[Work instructions]
Where does the word "middle" appear in the entries below? Copy each line that holds it.
Start of Block
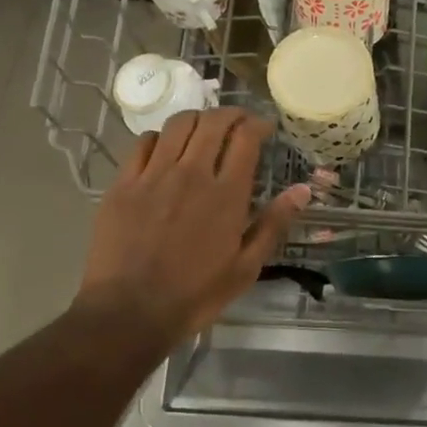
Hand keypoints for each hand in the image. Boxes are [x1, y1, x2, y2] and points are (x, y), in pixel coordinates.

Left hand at [77, 110, 309, 340]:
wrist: (129, 312)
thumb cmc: (196, 294)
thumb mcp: (246, 267)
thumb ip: (274, 224)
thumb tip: (303, 190)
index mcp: (227, 194)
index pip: (245, 139)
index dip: (258, 125)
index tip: (264, 127)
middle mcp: (191, 174)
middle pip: (212, 122)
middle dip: (231, 114)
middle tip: (239, 122)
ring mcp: (153, 176)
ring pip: (177, 125)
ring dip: (197, 119)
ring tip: (204, 130)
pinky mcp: (123, 184)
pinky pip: (142, 143)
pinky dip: (160, 137)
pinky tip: (166, 149)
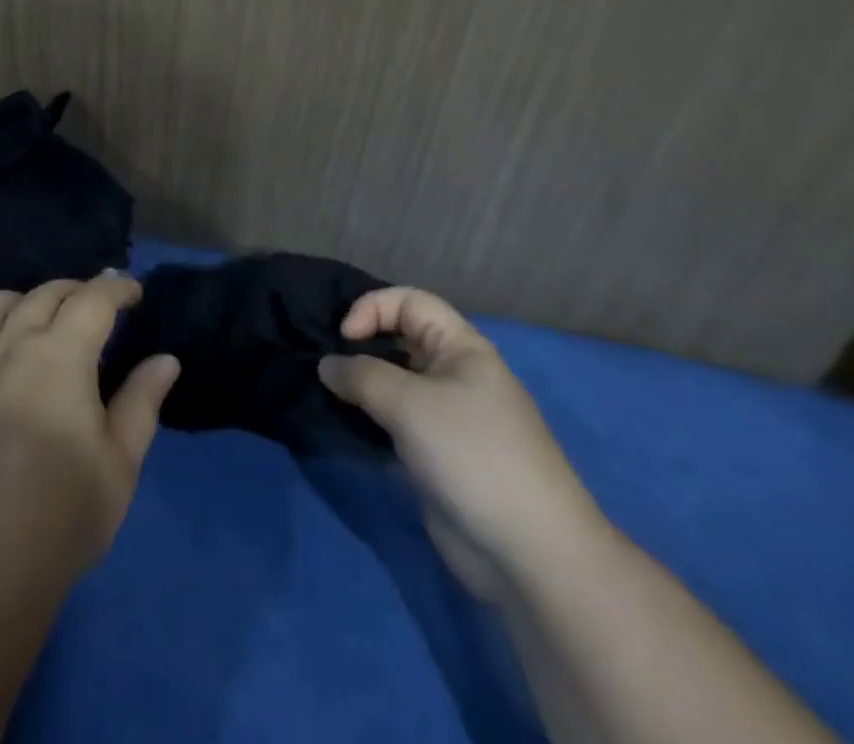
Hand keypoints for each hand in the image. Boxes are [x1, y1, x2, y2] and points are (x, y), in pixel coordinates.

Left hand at [0, 274, 180, 598]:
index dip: (117, 288)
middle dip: (75, 289)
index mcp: (59, 358)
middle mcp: (9, 350)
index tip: (135, 291)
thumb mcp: (119, 466)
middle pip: (42, 296)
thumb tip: (165, 359)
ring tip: (34, 315)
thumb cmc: (61, 521)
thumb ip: (141, 403)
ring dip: (16, 300)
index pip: (92, 300)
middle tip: (97, 303)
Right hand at [319, 286, 601, 593]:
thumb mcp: (409, 403)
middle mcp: (454, 374)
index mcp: (461, 347)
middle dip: (361, 346)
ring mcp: (446, 418)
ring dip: (360, 387)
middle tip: (324, 365)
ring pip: (394, 385)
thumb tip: (326, 365)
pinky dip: (369, 422)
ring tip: (327, 395)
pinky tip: (345, 429)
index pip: (409, 302)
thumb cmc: (471, 454)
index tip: (343, 338)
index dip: (373, 308)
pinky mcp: (436, 457)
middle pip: (399, 341)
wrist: (528, 552)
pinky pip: (395, 424)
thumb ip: (361, 376)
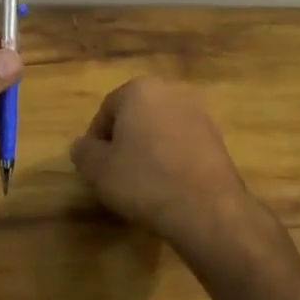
End of Block
[Task response]
middle mcp: (191, 174)
middle pip: (212, 122)
middle dip: (231, 114)
middle tip: (239, 122)
middle dip: (75, 289)
middle mcp: (9, 350)
middle pip: (42, 296)
middle tip: (97, 303)
middle mcp: (454, 374)
middle dip: (361, 346)
middle tip: (324, 365)
middle pip: (399, 341)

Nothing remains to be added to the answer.